What is needed: Look through the data below for the line with "index dip: (593, 487)" and the line with "pinky tip: (677, 621)", then output those two and all lines in between, exactly as written.

Data:
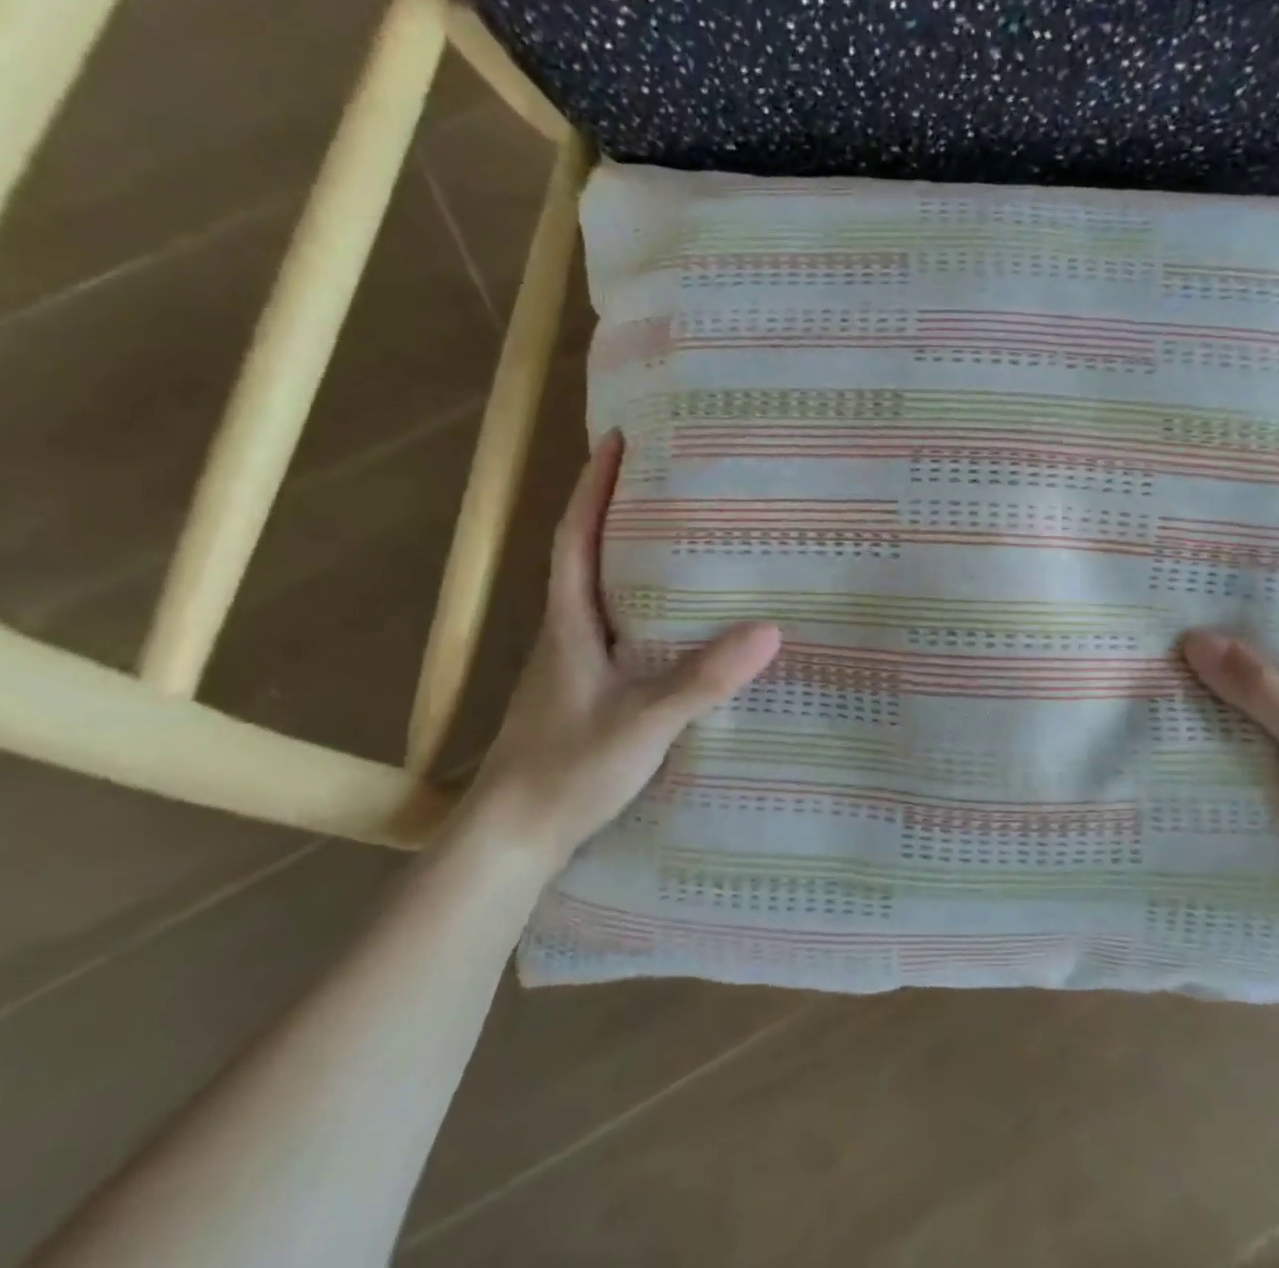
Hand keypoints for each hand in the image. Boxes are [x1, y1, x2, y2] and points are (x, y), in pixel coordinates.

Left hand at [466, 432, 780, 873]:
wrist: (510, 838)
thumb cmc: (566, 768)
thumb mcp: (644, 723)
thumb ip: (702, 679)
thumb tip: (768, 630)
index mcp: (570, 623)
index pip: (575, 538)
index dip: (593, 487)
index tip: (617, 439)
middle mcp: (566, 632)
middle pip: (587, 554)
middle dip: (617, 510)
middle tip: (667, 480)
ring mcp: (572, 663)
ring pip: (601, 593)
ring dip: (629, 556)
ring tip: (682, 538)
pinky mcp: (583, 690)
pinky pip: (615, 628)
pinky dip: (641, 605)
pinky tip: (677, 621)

==

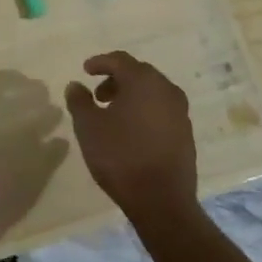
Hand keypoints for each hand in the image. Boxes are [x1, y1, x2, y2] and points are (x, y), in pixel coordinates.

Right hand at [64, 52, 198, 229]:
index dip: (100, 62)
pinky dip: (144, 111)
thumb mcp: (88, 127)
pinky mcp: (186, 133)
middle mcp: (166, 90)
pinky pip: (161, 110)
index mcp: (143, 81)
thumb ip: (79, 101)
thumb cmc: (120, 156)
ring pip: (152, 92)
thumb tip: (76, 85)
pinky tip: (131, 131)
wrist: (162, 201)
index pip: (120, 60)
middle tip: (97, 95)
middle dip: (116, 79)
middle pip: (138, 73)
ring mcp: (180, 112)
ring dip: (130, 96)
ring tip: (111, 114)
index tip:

==

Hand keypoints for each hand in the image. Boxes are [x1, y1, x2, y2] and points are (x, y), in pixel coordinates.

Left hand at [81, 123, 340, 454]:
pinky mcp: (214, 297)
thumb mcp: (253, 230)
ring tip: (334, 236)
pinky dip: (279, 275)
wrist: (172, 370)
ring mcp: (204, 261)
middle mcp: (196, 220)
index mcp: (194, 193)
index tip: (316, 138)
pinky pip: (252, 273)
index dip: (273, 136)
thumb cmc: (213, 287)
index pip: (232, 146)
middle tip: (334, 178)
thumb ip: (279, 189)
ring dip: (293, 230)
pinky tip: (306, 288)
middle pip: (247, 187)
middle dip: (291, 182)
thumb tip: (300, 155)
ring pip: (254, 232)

Response for this exercise:
index dip: (593, 487)
index tip: (617, 439)
middle mcp: (566, 632)
middle pip: (587, 554)
middle dip: (617, 510)
middle tip: (667, 480)
ring mcp: (572, 663)
ring pip: (601, 593)
ring dip: (629, 556)
ring tip: (682, 538)
pinky mcp: (583, 690)
pinky pip: (615, 628)
pinky dip: (641, 605)
pinky tip: (677, 621)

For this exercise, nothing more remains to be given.